MWC 2019 was awash with conversations about connectivity, the future of the connected computing world and of course, 5G. But, for brand marketers, the underlying message was how to stay relevant in a transforming digital ecosystem.

At the core of much of this conversation was how to keep ahead of the curve, maintain a strong sense of identity and give audiences what they want.

At Monday’s “Intelligent Future For All” keynote, Microsoft CEO Satya Nadella gave a nod to Daimler AG’s longevity in a conversation with the automobile manufacturer’s CEO Dieter Zetsche. In celebrating the rarity of “institutional strength that goes beyond human lifetimes,” Nadella noted the necessity for brand leaders to create a “core sense of purpose and identity.” But don’t accept the status quo. “At the same time, you have to question everything,” said Nadella.

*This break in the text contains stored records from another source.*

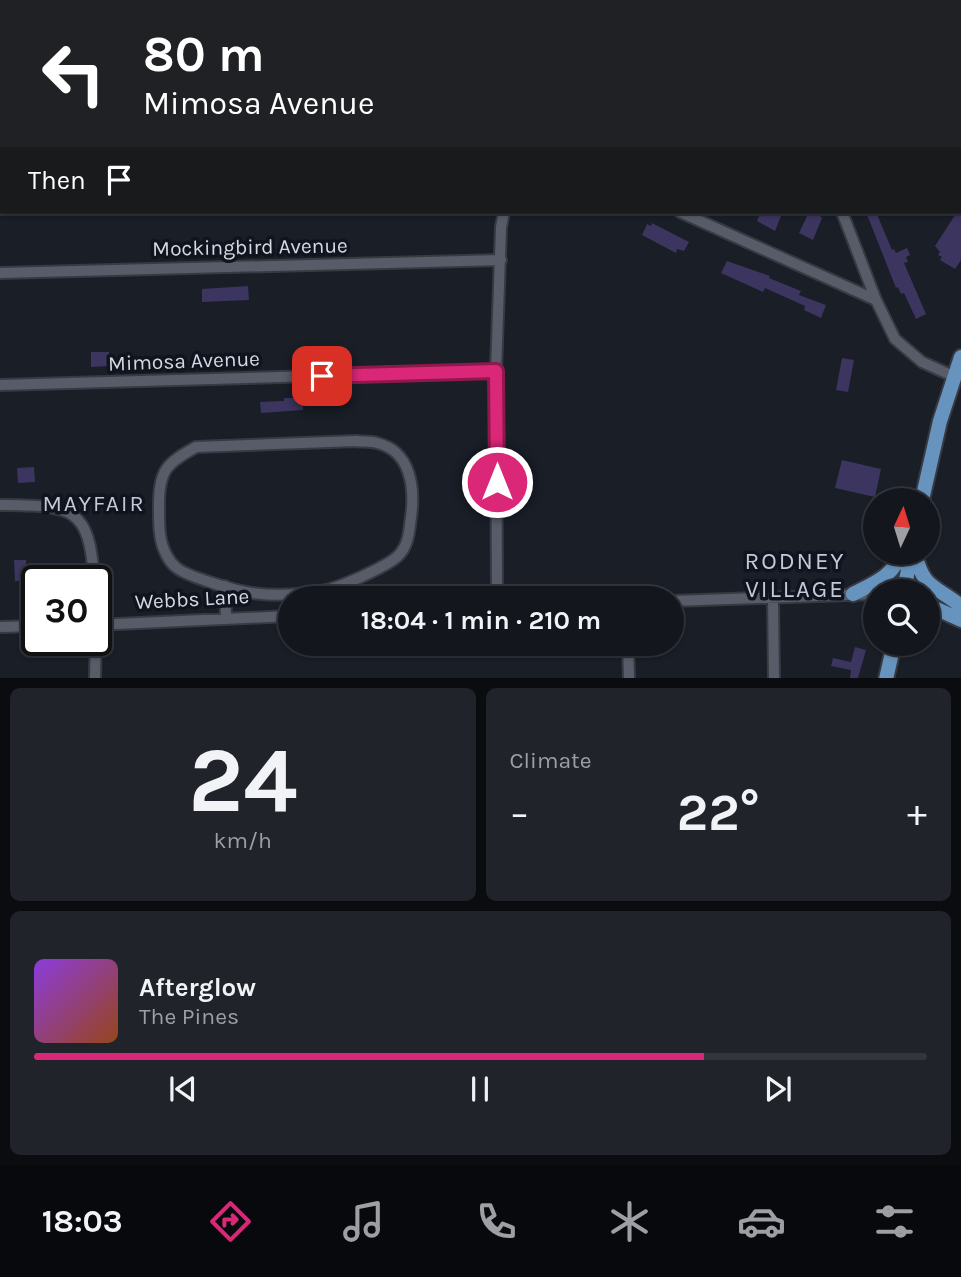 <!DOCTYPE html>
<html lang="en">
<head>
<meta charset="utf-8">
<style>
  :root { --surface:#13161d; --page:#20232a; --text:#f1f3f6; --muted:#9d9fa4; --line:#32353b; --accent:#db2777 }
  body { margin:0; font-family:Karla,sans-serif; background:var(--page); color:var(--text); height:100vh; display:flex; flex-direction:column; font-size:26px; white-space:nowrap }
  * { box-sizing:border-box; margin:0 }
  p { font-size:23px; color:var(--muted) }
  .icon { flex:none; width:38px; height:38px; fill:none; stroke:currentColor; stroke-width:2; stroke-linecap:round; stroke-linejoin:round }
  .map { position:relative; height:678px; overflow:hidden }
  .panel { display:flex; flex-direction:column; gap:10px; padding:10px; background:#0a0c10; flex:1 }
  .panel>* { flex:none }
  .guide { position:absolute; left:0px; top:0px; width:962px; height:214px; box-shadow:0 2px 5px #0004,0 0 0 2px var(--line); background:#202124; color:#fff; overflow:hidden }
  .needle { width:46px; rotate:4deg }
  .tools { position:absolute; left:863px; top:488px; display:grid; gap:14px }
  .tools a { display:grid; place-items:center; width:77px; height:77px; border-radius:50%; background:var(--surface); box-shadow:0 2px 5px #0004,0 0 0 2px var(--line); font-size:35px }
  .speed { position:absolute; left:21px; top:565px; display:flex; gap:14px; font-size:35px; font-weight:700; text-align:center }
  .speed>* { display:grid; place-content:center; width:91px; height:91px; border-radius:50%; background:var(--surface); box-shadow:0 2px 5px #0004,0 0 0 2px var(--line); line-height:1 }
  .speed .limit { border:4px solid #111; border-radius:10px; background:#fff; color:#111 }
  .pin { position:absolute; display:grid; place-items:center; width:60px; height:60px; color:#fff; margin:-30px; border-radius:14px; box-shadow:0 4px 10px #0006 }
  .me { position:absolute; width:77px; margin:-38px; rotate:0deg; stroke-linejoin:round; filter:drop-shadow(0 0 5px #0008) }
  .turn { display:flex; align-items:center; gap:24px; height:147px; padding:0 28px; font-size:32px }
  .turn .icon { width:91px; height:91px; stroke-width:2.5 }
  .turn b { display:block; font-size:49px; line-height:60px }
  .then { display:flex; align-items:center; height:66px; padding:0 28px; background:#0003; gap:14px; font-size:26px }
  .big { font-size:52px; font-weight:700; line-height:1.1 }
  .panel .card { flex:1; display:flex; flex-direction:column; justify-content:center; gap:10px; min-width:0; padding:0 24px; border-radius:10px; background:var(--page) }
  .panel .dial { align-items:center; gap:0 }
  .dial b { font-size:91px; line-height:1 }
  .song { display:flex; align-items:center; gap:21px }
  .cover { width:84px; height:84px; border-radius:10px; background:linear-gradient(135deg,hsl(270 70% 55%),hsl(20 70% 35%)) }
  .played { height:7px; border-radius:4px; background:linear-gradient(90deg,var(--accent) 75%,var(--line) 75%) }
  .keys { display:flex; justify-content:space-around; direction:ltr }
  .heat { display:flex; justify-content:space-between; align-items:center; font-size:38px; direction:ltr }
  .panel .tiles { flex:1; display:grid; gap:10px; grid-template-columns:1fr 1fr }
  .card:last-child { grid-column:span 2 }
  .trip { position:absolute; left:278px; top:586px; width:406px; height:70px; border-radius:35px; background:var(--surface); box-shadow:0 2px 5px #0004,0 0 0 2px var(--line); font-weight:700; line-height:70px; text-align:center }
  .dock { display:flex; height:112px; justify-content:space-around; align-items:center; background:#08090c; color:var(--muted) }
  .dock .icon { width:49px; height:49px }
  .dock .active { color:var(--accent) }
  .dock b { font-size:32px; color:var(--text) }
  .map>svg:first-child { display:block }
  .building { fill:#3b3560 }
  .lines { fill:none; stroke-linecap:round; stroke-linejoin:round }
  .minor-casing { stroke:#373a42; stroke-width:14 }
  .major-casing { stroke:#373a42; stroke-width:18 }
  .minor { stroke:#575c68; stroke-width:10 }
  .major { stroke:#6694be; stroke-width:14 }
  .route-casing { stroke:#8e194d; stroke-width:18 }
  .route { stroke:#db2777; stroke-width:12 }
  .labels { text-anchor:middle; stroke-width:7; stroke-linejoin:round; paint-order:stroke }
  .street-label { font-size:21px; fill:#d5d8df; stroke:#10141e }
  .neighbourhood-label { font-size:23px; letter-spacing:2px; fill:#c3c9d6; stroke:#10141e }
  .quarter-label { font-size:24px; letter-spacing:2px; fill:#c3c9d6; stroke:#10141e }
</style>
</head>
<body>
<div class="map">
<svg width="961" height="679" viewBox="0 0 961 679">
  <rect width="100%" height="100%" fill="#191e27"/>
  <path class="building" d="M961 205V260L955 269 940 260 942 257 938 255 940 252 935 246 957 212H961Z
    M761 212H771L781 216 775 231 757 221Z
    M809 212H817L822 218 813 240 799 233Z
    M866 212H876L892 250 894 249 896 253 907 248 910 255 906 257 908 262 904 263 926 314 916 319 904 293 901 294 898 287 896 288Z
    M652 223 689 242 684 251 677 249 676 253 642 235 647 224 651 226Z
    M727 261 770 276 769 278 801 291 799 295 826 305 821 318 804 310 805 306 765 288 763 292 721 273Z
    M248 286 249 300 202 302V289Z
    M91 352H109V366L91 367Z
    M842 358 854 360 848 392 836 390Z
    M284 398H303V410L261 413 260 402 284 401Z
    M842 460 881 469 875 497 835 488Z
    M34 467 35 482 18 483 17 468Z
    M14 560H26L27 581H15Z
    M855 647 866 650 858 678H850L851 670 831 666 833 658 851 662Z"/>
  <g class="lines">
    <g class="minor-casing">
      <path id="minor" d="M478 0 479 2
        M615 0 616 2
        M748 0V2
        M69 2V0
        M0 47 2 46
        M0 161H2
        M680 212 876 300 895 339 922 362 953 376
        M842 212 876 300
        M0 273 501 260
        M0 385 496 371
        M356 441C362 442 371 441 377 443 411 451 415 488 411 517 409 531 409 545 398 556 386 567 337 589 321 591 299 595 274 596 252 593 237 591 188 577 177 568 173 565 169 560 167 556 158 541 159 521 159 504 159 470 167 463 196 447Z
        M0 505C70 506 90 504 94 581
        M225 586 226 619
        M773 596 774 679
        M497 598 496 371 501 227 504 212
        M672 601 875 594
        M96 625 290 616
        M0 627 37 626
        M628 644 629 679
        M95 679 96 628"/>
    </g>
    <g class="major-casing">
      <path id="major" d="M922 500 940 421 961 357
        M915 553C923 589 935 585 961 606
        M904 592 911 553
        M853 594C872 584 895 576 900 553
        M928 605 961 620
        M886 679 894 644"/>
    </g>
    <use href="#minor" class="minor"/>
    <use href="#major" class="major"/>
  </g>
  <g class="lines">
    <g class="route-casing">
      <path id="route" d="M322 376 496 371 497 482"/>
    </g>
    <use href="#route" class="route"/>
  </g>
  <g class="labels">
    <g class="street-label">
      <text transform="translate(250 247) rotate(-1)" y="7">Mockingbird Avenue</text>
      <text transform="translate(184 361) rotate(-2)" y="7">Mimosa Avenue</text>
      <text transform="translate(192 599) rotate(-3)" y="7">Webbs Lane</text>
    </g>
    <g class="neighbourhood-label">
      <text x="94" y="511">MAYFAIR</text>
    </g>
    <g class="quarter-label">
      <text x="795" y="569">RODNEY<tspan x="795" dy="28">VILLAGE</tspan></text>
    </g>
  </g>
</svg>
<div class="tools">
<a><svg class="needle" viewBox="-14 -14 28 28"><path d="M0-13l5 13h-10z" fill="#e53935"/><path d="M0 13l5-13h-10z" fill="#9d9fa4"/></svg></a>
<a><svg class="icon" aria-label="search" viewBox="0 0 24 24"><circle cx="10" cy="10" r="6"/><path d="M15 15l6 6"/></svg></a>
</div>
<div class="speed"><div class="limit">30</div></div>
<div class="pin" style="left:322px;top:376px;background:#d93025"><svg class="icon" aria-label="arrive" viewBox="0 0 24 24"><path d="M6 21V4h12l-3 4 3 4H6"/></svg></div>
<svg class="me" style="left:497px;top:482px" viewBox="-20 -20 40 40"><circle r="17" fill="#db2777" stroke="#fff" stroke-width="3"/><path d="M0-11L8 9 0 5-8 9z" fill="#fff"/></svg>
<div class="trip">18:04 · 1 min · 210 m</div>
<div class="guide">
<div class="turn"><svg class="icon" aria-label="left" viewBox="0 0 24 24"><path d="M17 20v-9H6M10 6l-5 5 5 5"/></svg><div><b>80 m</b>Mimosa Avenue</div></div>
<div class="then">Then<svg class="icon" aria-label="arrive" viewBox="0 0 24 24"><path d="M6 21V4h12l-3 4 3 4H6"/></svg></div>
</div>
</div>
<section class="panel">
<div class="tiles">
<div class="card dial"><b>24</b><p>km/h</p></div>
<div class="card"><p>Climate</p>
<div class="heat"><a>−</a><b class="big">22°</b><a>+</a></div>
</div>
<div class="card">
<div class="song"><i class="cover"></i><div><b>Afterglow</b><p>The Pines</p></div></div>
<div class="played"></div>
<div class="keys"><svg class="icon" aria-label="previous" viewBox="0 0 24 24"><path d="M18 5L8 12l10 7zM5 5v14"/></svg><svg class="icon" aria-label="pause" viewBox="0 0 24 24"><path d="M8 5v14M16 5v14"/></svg><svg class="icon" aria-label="next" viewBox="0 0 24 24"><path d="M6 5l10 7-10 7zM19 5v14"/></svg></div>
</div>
</div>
</section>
<nav class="dock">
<b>18:03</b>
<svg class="icon active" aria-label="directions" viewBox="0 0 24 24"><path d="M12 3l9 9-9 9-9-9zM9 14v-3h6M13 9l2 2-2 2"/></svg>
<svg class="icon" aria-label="music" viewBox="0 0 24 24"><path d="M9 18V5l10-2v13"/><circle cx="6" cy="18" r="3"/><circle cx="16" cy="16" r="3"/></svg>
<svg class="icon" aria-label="phone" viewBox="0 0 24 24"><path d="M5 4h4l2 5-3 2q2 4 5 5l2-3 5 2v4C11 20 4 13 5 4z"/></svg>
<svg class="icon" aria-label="climate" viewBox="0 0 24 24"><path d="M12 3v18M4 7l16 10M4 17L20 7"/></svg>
<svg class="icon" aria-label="car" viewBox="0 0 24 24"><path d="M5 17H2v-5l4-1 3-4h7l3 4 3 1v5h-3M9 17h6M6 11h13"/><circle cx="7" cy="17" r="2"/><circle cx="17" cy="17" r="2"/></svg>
<svg class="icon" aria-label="filters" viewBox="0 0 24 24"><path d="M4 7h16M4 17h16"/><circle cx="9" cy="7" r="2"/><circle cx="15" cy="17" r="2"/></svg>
</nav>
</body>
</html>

“New capabilities are something that you always have to build, long before it’s conventional wisdom. Now, that capability is only going to happen if you have a culture that allows you to recognize the need for that ability.”

Nadella has a great deal of experience with status-quo defying transitions, notably the company’s shift in focus from selling software on DVD-ROMs to providing SaaS via subscriptions to Microsoft Office during his tenure.

Planning for the future needs of customers means taking a leap of faith, in a sense. Nadella insists that “the core of any transformation is: Are you in real touch with the unarticulated needs of your customers?”

Just days before the conference, the BMW Group and Daimler AG announced a new partnership, a collection of joint ventures and a clear indication of how the two legacy brands are confronting today’s digital transformation.

“By creating an intelligent network of joint ventures, we will be able to shape current and future urban mobility and draw maximum benefit from the opportunities opened up by digitalization, shared services and the increasing mobility needs of our customers.”

Zetsche, also the head of Mercedes-Benz, referred to Daimler AG’s transition as a contrast in how to think foundationally about production at the same keynote last Monday.

“Until yesterday, the most important part was to lock your engineering department so no one could copy anything. Today, when we’re talking about these new systems, we’re convinced we have to do it open source.”

When asked about what he’s learned from Nadella, Zetsche said, “Microsoft went through a phase where its base capabilities and base business model were in question,” he continued, “then you used your basic skills and turned it around into something very different.”